Fault diagnosis of switched reluctance motor power converter based on VMD-MPE

doi: 10.13700/j.bh.1001-5965.2020.0696
Funds:

National Key R & D Program of China 2017YFB0902800

More Information
  • Corresponding author: XIONG Lixin, E-mail: xionglx@sdut.edu.cn
  • Received Date: 16 Dec 2020
  • Accepted Date: 13 Mar 2021
  • Publish Date: 20 Jun 2022
  • Fault diagnosis is an important technology to improve the reliability of the switched reluctance motor (SRM) speed control system. To address the non-linear and unstable fault signal of the switched reluctance motor power converter, and the problem that effective information is easily covered by noise, a new fault feature extraction method is proposed.

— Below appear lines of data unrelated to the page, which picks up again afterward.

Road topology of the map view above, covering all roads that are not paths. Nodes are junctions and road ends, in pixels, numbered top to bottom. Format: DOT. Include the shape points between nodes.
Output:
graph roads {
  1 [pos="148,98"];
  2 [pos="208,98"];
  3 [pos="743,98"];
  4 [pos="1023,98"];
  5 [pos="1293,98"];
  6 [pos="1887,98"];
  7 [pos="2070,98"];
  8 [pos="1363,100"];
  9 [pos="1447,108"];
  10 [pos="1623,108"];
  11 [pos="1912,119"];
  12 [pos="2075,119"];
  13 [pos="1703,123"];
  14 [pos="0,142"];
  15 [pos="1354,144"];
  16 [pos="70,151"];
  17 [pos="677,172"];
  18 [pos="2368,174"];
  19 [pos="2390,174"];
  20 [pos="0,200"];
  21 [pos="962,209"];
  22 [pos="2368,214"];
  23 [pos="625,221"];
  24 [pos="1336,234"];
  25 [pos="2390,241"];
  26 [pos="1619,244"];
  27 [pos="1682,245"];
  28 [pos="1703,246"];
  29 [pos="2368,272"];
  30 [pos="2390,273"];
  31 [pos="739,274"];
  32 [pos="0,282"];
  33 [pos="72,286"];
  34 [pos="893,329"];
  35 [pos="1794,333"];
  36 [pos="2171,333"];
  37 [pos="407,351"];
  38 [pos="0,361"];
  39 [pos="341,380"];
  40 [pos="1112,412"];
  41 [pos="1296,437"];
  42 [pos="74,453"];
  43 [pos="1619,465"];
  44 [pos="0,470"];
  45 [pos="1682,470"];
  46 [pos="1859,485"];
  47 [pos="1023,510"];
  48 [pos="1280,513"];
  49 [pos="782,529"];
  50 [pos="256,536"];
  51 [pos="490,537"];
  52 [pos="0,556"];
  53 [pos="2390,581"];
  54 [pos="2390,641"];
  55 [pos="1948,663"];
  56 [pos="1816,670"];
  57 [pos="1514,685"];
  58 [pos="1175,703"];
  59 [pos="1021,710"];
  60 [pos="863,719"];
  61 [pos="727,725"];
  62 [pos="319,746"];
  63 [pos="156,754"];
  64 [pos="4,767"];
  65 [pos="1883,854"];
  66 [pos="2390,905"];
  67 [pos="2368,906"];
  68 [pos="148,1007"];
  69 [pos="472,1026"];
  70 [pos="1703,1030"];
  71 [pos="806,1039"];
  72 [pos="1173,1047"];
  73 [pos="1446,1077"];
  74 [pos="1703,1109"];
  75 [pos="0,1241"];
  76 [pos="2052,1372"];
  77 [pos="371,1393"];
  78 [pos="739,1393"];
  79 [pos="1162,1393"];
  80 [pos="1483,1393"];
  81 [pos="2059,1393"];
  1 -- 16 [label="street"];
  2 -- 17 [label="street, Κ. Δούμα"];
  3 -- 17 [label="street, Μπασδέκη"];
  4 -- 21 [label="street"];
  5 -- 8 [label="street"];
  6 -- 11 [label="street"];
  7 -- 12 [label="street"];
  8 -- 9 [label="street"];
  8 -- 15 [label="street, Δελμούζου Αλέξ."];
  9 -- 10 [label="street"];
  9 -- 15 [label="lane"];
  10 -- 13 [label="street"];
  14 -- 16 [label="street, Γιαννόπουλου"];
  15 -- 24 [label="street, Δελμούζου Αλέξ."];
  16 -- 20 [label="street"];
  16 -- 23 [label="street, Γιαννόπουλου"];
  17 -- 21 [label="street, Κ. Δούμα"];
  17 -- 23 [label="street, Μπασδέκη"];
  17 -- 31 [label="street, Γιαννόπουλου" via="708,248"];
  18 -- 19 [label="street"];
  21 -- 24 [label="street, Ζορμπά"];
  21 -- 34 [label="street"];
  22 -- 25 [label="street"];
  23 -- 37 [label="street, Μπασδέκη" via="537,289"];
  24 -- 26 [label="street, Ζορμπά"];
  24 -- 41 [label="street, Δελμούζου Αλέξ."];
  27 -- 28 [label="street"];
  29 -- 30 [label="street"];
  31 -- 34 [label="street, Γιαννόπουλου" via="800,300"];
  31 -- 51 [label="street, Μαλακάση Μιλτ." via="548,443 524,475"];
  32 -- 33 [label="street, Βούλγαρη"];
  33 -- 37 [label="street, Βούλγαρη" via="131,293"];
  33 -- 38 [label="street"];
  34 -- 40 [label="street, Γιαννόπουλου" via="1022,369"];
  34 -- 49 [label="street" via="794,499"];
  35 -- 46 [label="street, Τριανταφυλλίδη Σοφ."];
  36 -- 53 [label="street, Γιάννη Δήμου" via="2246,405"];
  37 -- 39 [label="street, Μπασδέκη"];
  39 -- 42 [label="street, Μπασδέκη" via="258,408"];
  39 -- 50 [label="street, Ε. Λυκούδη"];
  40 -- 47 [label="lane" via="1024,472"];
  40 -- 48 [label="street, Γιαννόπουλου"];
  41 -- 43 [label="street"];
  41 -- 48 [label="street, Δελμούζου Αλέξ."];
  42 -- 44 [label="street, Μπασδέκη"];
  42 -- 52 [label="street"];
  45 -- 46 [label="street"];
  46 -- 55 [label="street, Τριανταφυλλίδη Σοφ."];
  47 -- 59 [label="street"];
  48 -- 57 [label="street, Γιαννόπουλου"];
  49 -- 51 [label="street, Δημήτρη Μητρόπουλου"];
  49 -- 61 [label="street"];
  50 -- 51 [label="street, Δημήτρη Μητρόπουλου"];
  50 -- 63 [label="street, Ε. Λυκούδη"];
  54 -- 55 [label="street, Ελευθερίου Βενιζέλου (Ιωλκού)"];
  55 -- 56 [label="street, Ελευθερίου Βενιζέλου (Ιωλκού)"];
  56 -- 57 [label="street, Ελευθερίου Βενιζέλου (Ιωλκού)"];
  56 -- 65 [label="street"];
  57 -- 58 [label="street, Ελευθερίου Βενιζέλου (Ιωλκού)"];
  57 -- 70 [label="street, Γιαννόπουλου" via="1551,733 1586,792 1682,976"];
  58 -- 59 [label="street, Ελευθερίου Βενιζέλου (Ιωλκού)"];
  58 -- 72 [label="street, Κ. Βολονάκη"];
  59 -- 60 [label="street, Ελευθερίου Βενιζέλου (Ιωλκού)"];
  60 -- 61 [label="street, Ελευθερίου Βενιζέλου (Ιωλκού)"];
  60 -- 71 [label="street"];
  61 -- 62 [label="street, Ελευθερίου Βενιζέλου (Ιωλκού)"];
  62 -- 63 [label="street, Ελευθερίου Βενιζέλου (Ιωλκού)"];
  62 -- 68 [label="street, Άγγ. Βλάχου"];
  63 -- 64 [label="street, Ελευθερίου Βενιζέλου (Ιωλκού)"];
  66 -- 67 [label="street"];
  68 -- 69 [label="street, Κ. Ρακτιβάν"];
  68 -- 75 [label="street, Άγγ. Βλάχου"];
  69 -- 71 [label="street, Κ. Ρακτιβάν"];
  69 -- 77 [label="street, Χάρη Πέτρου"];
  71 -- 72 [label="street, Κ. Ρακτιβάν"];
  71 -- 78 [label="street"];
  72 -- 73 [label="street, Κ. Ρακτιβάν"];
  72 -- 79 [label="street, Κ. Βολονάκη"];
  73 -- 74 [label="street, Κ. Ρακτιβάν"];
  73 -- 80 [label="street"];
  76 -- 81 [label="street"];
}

The DC bus current is subjected to variational mode decomposition to obtain several intrinsic mode functions. The average value of the permutation entropy of the multi-scale effective modal components is taken as the feature vector, and is input into the support vector machine classifier for fault identification. In order to verify the feasibility of the proposed algorithm, a simulation model was established and compared with traditional fault diagnosis algorithms such as wavelet analysis; meanwhile, a switched reluctance motor experiment bench was built to test the open circuit and short circuit fault states. The simulation and experimental results show that the method proposed in this paper can reduce the influence of noise and improve the accuracy of fault identification rate.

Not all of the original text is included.